Begitulah, seorang penyanyi menempatkan kemolekan suaranya sebagai suara pilihan. Sang penyanyi memiliki hak prerogatif untuk memunculkan suaranya atau tidak. Suara pilihan memang harus selalu terjaga dan tidak mudah terhamburkan secara murahan. Oleh sebab itu, penyanyi akan selalu menjaga keutuhan suara dari segala gangguan yang dapat merusak kualitas suara.

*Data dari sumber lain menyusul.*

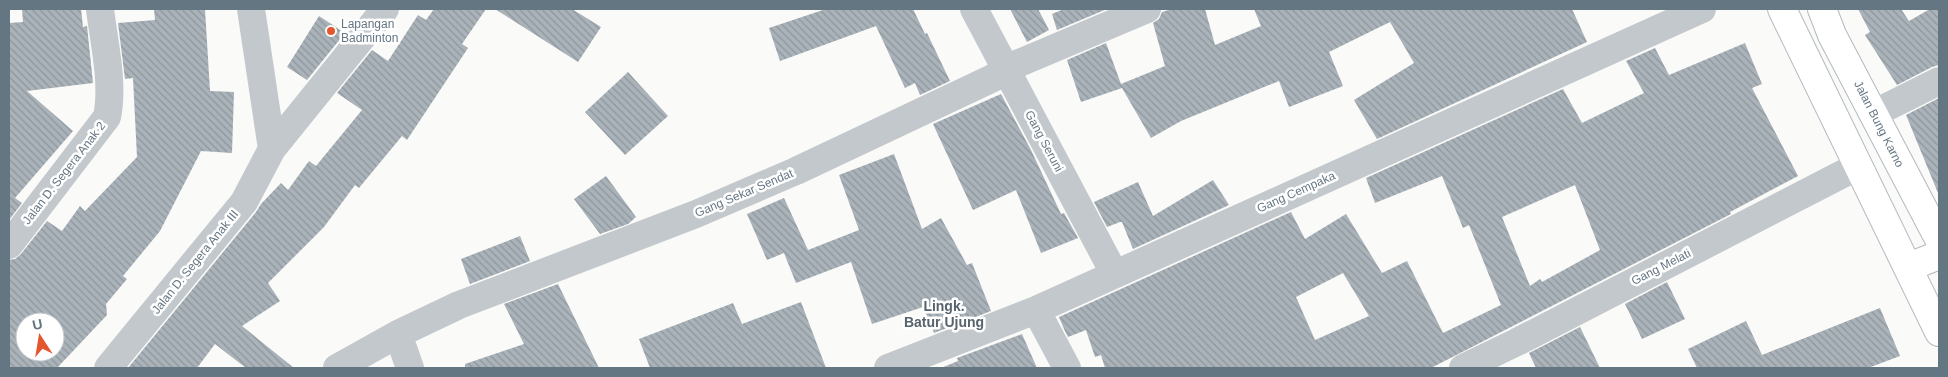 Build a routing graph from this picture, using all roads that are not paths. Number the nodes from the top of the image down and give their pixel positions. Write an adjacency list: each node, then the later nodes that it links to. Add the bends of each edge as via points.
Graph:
1 (100, 9): 15 (street, Jalan D. Segera Anak 2, via 110,81 107,117)
2 (252, 9): 12 (street)
3 (385, 9): 12 (street, Jalan D. Segera Anak III)
4 (974, 9): 9 (street, Gang Seruni)
5 (1147, 9): 9 (street, Gang Sekar Sendat)
6 (1702, 9): 18 (street, Gang Cempaka)
7 (1782, 9): 13 (main road)
8 (1822, 9): 11 (main road, Jalan Bung Karno, via 1832,35)
9 (1006, 69): 18 (street, Gang Seruni); 21 (street, Gang Sekar Sendat, via 787,175 492,291)
10 (1939, 81): 11 (street)
11 (1875, 113): 14 (main road, Jalan Bung Karno)
12 (272, 149): 22 (street, Jalan D. Segera Anak III, via 244,202)
13 (1858, 166): 17 (main road); 27 (street, Gang Melati)
14 (1939, 239)
15 (9, 245)
16 (1939, 255): 17 (main road)
17 (1909, 267): 20 (main road)
18 (1114, 273): 19 (street, Gang Cempaka)
19 (1036, 310): 25 (street, Gang Cempaka); 26 (street)
20 (1939, 332)
21 (398, 334): 23 (street, Gang Sekar Sendat); 24 (street)
22 (108, 368)
23 (336, 368)
24 (410, 368)
25 (888, 368)
26 (1067, 368)
27 (1463, 368)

Suara bagi seorang saksi dalam suatu kasus pengadilan mempunyai makna dan nilai yang lain lagi. Bahkan suara para saksi itu sangat mahal harganya. Itulah sebabnya ketika digelar sebuah lomba menyanyi di kalangan pengadilan dengan para peserta berasal dari pihak-pihak yang berperan dalam proses hokum, terjadi keanehan. Ketika perwakilan hakim, jaksa. Polisi dan tersangka tampil di panggung, secara lincah dan mudah mereka melantunkan suara emasnya. Tapi, seorang peserta terakhir, sejak awal berada di panggung hanya diam membisu, meskipun musik pengiring sudah berbunyi hangar-bingar. Para juri dan penonton makin penasaran.
Usai penampilan yang sangat mengecewakan itu, peserta lomba terakhir ini pun ditanyai wartawan terkait aksi diamnya di panggung.

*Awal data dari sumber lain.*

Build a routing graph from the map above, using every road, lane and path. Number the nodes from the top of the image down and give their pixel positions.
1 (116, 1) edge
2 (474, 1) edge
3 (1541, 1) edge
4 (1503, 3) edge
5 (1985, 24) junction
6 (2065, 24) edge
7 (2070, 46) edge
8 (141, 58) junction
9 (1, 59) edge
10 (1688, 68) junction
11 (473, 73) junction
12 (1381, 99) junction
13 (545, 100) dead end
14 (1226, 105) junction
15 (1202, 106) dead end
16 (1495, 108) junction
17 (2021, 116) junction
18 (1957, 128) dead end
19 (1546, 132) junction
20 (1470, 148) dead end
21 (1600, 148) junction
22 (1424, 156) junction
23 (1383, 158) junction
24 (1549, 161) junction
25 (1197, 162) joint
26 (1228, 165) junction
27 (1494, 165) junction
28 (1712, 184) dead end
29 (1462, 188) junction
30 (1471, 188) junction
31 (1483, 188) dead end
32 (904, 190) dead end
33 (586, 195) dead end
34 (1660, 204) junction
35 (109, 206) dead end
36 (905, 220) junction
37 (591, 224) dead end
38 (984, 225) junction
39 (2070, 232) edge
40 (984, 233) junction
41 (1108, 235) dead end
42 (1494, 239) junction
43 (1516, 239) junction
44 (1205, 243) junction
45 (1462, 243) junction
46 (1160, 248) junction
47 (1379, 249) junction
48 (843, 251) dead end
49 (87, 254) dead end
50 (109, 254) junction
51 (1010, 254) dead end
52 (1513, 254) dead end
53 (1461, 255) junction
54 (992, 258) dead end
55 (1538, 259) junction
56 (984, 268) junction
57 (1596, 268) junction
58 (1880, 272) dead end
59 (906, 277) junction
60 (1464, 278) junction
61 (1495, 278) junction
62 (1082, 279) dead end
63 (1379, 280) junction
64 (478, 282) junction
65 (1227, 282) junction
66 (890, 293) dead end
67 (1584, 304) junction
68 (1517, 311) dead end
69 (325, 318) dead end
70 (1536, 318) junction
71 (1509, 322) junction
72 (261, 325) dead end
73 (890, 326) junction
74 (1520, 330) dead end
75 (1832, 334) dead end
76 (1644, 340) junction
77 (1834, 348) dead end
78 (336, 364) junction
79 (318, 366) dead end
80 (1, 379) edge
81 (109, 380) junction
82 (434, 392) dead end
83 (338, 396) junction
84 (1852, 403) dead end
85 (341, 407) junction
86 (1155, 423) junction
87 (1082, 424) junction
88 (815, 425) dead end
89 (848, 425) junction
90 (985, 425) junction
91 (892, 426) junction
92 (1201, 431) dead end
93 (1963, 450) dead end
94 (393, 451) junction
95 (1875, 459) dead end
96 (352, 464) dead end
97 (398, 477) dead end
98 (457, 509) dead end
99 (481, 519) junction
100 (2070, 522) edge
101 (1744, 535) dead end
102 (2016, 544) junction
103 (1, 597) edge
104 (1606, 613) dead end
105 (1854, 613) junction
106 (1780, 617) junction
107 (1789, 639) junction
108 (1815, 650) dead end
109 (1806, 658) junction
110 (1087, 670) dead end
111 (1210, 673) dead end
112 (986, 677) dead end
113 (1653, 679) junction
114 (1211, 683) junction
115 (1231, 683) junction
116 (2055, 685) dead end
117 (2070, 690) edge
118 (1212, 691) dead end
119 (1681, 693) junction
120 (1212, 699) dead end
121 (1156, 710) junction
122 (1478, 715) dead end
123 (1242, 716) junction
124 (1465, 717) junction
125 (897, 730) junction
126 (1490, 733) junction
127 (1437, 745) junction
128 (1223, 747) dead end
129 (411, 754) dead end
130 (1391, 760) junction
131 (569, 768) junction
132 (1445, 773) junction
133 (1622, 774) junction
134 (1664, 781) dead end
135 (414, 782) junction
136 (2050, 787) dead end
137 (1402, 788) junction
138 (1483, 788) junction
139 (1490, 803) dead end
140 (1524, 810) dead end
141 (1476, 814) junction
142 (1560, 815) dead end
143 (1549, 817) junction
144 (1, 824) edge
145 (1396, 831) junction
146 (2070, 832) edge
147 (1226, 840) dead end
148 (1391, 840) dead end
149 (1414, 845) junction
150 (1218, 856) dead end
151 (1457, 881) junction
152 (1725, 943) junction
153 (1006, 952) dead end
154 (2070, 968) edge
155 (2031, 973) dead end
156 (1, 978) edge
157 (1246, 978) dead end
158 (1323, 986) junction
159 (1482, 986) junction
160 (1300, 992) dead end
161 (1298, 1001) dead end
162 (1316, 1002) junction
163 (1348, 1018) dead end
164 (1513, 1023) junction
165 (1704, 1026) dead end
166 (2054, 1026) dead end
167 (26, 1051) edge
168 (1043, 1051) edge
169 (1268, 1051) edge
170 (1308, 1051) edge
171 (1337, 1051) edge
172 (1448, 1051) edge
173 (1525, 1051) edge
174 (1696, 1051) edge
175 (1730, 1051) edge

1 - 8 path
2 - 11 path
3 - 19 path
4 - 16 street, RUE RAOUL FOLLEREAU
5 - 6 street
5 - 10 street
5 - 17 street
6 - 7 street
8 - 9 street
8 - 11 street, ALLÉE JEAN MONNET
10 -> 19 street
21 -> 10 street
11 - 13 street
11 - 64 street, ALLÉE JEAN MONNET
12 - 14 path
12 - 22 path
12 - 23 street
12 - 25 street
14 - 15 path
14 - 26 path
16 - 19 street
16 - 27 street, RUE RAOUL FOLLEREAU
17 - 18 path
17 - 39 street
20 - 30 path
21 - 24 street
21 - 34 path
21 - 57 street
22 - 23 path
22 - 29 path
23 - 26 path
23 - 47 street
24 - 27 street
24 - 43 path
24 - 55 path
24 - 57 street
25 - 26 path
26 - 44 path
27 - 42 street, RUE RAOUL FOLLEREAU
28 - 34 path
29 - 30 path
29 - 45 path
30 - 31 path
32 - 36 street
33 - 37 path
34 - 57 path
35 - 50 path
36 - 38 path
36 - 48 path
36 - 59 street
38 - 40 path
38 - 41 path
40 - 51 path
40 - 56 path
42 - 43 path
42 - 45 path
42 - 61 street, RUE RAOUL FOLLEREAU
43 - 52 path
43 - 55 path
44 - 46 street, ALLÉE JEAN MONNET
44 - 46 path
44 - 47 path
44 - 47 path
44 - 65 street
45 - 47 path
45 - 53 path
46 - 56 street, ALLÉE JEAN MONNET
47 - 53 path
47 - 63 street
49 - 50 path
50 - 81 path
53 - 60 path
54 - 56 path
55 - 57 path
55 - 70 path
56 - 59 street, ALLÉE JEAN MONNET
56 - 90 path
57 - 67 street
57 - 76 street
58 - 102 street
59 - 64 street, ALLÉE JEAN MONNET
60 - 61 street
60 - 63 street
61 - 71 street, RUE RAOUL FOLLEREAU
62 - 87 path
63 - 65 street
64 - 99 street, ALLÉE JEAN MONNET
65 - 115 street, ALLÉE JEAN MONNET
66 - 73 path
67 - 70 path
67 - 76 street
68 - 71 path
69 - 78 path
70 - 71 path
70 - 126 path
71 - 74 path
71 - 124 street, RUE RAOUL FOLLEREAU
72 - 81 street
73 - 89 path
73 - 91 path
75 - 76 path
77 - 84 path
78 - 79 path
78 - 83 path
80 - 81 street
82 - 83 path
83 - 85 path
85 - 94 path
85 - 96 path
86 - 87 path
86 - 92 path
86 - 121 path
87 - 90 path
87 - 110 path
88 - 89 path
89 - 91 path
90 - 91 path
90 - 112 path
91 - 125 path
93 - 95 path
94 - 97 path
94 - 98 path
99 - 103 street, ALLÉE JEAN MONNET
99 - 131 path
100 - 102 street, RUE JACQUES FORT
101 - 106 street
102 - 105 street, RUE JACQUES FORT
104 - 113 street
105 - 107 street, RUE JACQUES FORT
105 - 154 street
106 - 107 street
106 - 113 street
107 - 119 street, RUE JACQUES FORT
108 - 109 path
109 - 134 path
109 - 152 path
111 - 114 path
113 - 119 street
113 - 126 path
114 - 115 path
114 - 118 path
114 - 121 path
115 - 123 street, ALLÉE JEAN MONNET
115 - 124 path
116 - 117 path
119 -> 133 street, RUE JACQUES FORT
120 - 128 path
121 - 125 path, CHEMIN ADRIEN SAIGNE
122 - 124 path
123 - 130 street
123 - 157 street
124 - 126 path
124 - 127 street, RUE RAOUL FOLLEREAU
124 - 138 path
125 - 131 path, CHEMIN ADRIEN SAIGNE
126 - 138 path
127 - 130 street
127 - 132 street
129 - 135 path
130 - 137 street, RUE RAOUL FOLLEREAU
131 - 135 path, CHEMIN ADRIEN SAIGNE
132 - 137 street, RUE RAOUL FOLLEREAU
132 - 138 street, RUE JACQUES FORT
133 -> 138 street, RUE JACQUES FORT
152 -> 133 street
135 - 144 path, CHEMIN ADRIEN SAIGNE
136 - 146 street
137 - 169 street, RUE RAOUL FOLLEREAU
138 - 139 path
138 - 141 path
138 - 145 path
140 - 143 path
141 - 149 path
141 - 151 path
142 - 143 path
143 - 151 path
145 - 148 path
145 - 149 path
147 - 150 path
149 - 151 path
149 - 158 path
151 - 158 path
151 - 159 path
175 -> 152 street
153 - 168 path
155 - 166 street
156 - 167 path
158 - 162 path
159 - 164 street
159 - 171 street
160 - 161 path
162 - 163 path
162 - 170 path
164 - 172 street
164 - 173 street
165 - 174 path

“Kenapa Anda hanya diam dalam lomba mkenyanyi ini?” Tanya wartawan antusias.
Peserta lomba ini pun berterus terang.
“Maafkan saya karena telah mengecewakan banyak orang. Saya sengaja tidak bersuara karena sebenarnya saya ini perwakilan dari saksi pengadilan. Sebagai saksi, saya harus hati-hati ‘menyanyi’. Banyak kasus berantakan, karena para saksinya ‘menyanyi’ suka-suka…” jawab peserta lomba apa adanya.
Suara memang tidak hanya sekadar gerakan vibrasi yang meluncur dari mulut seseorang saat bersuara. Suara bisa jadi memiliki nilai kedaulatan yang mengguncangkan dunia. Suara yang terjaga dan terpelihara akan memiliki kewibawaan yang dihargai semua orang. Pepatah Melayu lama berbunyi : “mulutmu, harimau kamu..” Artinya, kata-kata (baca: suara) seseorang akan dapat mematikan diri sendiri atau orang lain bila tidak dipergunakan sebagaimana layaknya.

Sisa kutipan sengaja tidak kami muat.